1. Overview
1.概述
In this tutorial, we’ll start by briefly going through some general category types for every defined Unicode code point or character range to understand the difference between letters and alphabetic characters.
在本教程中,我们将首先简要介绍每个定义的Unicode码位或字符范围的一些一般类别类型,以了解字母和字母字符的区别。
Further, we’ll look at the isAlphabetic() and isLetter() methods of the Character class in Java. Finally, we’ll cover the similarities and distinctions between these methods.
此外,我们将看看Java中Character类的isAlphabetic()和isLetter()方法。最后,我们将介绍这些方法的相似性和区别。
2. General Category Types of Unicode Characters
2.Unicode字符的一般分类类型
The Unicode Character Set (UCS) contains 1,114,112 code points: U+0000—U+10FFFF. Characters and code point ranges are grouped by categories.
Unicode字符集(UCS)包含1,114,112个代码点。u+0000-u+10ffff。字符和码位范围按类别进行分组。
The Character class provides two overloaded versions of the getType() method that returns a value indicating the character’s general category type.
字符类提供了两个重载版本的getType()方法,该方法返回一个指示字符的一般类别类型的值。

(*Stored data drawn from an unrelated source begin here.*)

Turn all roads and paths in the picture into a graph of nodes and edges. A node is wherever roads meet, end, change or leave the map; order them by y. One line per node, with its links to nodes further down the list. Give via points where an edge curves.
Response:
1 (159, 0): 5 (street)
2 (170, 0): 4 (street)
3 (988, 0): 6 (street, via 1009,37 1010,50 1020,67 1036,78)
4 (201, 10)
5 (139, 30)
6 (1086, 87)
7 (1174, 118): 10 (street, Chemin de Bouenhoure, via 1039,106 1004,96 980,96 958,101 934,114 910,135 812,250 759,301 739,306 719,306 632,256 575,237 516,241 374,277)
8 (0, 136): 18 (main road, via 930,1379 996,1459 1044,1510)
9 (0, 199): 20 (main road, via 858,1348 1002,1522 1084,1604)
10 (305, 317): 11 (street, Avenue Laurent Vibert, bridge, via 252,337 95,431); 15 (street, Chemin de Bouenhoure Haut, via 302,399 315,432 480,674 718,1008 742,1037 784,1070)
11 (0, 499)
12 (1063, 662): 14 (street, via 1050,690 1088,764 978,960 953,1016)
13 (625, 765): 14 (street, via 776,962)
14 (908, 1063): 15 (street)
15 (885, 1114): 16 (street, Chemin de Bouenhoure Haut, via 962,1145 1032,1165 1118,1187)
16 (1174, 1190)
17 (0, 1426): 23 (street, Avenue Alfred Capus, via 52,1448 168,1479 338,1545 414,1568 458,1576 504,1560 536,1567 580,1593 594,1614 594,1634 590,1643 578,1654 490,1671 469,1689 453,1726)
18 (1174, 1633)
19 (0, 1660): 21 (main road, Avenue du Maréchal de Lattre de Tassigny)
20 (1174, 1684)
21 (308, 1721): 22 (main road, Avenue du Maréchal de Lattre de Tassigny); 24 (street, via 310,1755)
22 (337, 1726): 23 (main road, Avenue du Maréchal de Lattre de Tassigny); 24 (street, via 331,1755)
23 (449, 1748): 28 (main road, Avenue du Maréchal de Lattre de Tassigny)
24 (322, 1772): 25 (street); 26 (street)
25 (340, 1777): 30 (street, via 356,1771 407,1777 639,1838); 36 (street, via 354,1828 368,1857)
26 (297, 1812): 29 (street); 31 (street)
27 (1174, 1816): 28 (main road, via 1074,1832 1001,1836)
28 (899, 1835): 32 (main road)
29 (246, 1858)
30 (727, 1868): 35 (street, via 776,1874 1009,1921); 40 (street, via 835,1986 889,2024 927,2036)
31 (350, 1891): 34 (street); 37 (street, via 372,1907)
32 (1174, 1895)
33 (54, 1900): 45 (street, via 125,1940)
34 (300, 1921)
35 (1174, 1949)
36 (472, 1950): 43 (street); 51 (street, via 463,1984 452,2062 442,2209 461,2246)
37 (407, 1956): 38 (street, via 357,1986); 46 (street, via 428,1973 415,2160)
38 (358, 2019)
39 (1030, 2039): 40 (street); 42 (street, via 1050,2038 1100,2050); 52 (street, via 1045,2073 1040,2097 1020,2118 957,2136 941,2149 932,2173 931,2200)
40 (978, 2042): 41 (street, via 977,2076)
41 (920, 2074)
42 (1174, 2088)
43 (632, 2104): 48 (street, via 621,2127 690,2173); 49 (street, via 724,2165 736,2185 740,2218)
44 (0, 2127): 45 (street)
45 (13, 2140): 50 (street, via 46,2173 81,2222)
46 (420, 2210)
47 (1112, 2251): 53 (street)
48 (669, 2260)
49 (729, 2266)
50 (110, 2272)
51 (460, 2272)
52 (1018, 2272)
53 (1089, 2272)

Let’s look at the signature of the first method:
让我们看一下第一个方法的签名。
public static int getType(char ch)
This method cannot handle supplementary characters. To handle all Unicode characters, including supplementary characters, Java’s Character class provides an overloaded getType method which has the following signature:
这个方法不能处理补充字符。为了处理所有Unicode字符,包括补充字符,Java的Character类提供了一个重载的getType方法,其签名如下。
public static int getType(int codePoint)
Next, let’s start looking at some general category types.
接下来,让我们开始看一下一些一般的类别类型。
2.1. UPPERCASE_LETTER
2.1. UPPERCASE_LETTER
The UPPERCASE_LETTER general category type represents upper-case letters.
UPPERCASE_LETTER一般类别类型代表大写字母。
When we call the Character#getType method on an upper-case letter, for example, ‘U‘, the method returns the value 1, which is equivalent to the UPPERCASE_LETTER enum value:
当我们在一个大写字母上调用Character#getType方法时,例如’U‘,该方法返回值1,这相当于UPPERCASE_LETTER的枚举值。
assertEquals(Character.UPPERCASE_LETTER, Character.getType('U'));
2.2. LOWERCASE_LETTER
2.2. LOWERCASE_LETTER
The LOWERCASE_LETTER general category type is associated with lower-case letters.
LOWERCASE_LETTER一般类别类型与小写字母有关。
When calling the Character#getType method on a lower-case letter, for instance, ‘u‘, the method will return the value 2, which is the same as the enum value of LOWERCASE_LETTER:
当在一个小写字母上调用Character#getType方法时,例如’u‘,该方法将返回值2,这与LOWERCASE_LETTER的枚举值相同。
assertEquals(Character.LOWERCASE_LETTER, Character.getType('u'));
2.3. TITLECASE_LETTER
2.3. TITLECASE_LETTER
Next, the TITLECASE_LETTER general category represents title case characters.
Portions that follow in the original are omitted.